● Task instructions:
Report back every line below that carries the word "leave".

● Supplied entries:
========

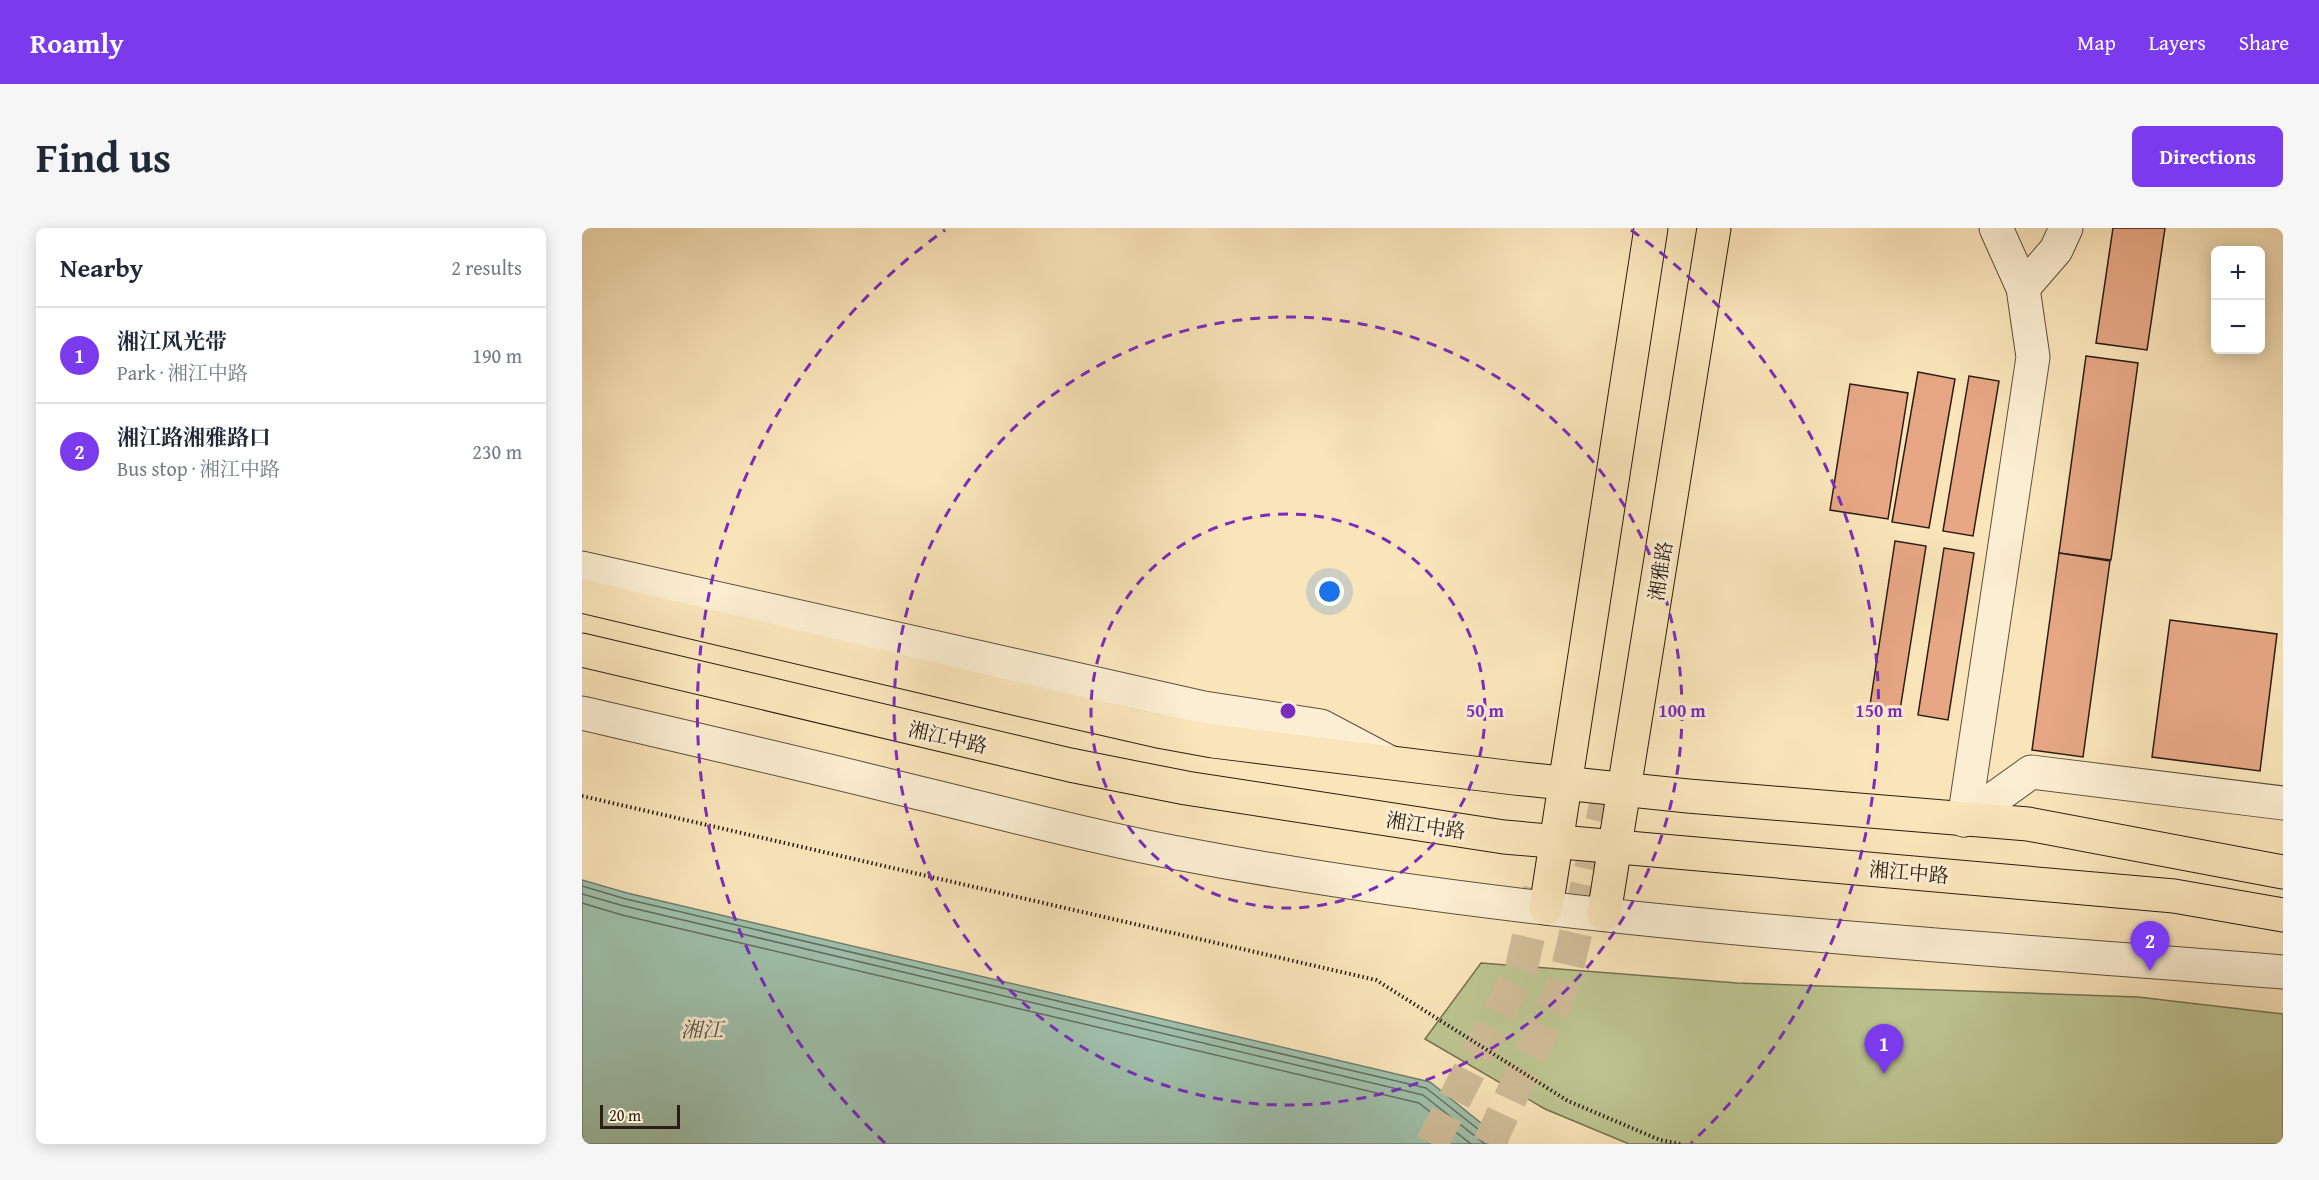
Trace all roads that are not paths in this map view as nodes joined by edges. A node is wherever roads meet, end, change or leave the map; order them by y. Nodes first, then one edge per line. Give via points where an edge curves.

========

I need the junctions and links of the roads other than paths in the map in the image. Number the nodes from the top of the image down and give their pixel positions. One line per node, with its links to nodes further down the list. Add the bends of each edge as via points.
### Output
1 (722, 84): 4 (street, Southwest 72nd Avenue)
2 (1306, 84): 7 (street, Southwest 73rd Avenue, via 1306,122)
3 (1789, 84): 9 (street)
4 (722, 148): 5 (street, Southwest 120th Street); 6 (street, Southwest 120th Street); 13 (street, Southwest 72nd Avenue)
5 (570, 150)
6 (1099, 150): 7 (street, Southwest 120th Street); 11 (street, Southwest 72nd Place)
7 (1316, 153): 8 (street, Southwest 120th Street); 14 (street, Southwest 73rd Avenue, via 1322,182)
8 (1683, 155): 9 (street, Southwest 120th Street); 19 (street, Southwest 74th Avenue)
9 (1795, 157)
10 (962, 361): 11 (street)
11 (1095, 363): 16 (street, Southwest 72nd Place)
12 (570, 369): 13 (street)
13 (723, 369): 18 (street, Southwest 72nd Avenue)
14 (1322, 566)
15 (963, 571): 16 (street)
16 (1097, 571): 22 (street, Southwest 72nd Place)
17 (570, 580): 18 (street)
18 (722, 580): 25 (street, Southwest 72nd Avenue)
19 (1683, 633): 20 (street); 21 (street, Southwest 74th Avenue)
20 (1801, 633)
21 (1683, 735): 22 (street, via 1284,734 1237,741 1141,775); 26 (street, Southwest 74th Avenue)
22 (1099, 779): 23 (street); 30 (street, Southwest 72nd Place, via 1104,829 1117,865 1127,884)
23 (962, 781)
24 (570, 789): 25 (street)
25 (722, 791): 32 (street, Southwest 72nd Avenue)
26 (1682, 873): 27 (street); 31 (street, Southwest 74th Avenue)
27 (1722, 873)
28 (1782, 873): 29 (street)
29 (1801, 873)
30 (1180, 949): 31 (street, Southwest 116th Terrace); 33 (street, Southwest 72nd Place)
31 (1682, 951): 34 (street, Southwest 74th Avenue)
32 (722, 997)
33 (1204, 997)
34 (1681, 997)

========

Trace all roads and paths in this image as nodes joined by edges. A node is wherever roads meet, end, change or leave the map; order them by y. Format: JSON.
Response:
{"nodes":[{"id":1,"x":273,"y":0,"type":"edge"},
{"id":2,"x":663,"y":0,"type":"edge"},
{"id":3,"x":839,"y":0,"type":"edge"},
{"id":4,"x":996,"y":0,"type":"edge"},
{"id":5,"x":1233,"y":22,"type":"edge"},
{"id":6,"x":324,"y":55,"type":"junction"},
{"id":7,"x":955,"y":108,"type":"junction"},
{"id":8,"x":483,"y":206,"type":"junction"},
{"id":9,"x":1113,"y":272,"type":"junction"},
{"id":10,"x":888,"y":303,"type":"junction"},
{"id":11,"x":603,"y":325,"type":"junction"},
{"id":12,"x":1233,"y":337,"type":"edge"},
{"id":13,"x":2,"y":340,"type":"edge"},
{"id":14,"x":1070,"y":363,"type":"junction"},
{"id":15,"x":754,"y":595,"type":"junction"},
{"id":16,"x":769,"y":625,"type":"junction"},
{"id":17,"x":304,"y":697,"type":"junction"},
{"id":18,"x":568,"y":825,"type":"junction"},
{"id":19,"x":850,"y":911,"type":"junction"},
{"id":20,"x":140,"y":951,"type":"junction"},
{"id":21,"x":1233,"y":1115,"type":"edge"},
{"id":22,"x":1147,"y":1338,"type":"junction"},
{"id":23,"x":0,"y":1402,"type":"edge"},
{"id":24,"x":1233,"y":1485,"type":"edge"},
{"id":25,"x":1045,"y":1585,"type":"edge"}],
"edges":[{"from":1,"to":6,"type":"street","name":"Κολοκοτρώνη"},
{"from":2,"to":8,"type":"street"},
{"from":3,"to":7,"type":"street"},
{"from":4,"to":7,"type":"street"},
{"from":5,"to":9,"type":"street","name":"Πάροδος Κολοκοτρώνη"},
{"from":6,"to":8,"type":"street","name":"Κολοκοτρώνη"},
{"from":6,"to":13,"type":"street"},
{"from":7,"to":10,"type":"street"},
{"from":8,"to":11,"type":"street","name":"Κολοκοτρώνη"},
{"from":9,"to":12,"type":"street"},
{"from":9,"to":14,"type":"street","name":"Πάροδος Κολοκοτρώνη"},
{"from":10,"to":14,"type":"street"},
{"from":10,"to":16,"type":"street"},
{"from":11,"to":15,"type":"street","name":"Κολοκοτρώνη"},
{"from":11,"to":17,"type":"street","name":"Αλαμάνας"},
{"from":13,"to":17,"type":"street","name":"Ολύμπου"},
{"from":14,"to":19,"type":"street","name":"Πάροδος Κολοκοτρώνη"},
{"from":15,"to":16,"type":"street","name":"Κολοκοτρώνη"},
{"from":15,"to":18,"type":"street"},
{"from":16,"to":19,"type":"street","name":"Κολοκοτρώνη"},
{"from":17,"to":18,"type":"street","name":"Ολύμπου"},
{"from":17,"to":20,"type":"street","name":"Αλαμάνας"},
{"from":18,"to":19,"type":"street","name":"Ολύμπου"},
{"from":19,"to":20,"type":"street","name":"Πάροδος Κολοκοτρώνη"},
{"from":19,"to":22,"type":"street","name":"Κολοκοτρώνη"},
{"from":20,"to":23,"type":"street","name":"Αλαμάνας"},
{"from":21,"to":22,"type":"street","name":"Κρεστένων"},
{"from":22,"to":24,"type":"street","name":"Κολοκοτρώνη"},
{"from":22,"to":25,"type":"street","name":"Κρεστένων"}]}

========

● Your solution:
Trace all roads that are not paths in this map view as nodes joined by edges. A node is wherever roads meet, end, change or leave the map; order them by y. Nodes first, then one edge per line. Give via points where an edge curves.
Trace all roads and paths in this image as nodes joined by edges. A node is wherever roads meet, end, change or leave the map; order them by y. Format: JSON.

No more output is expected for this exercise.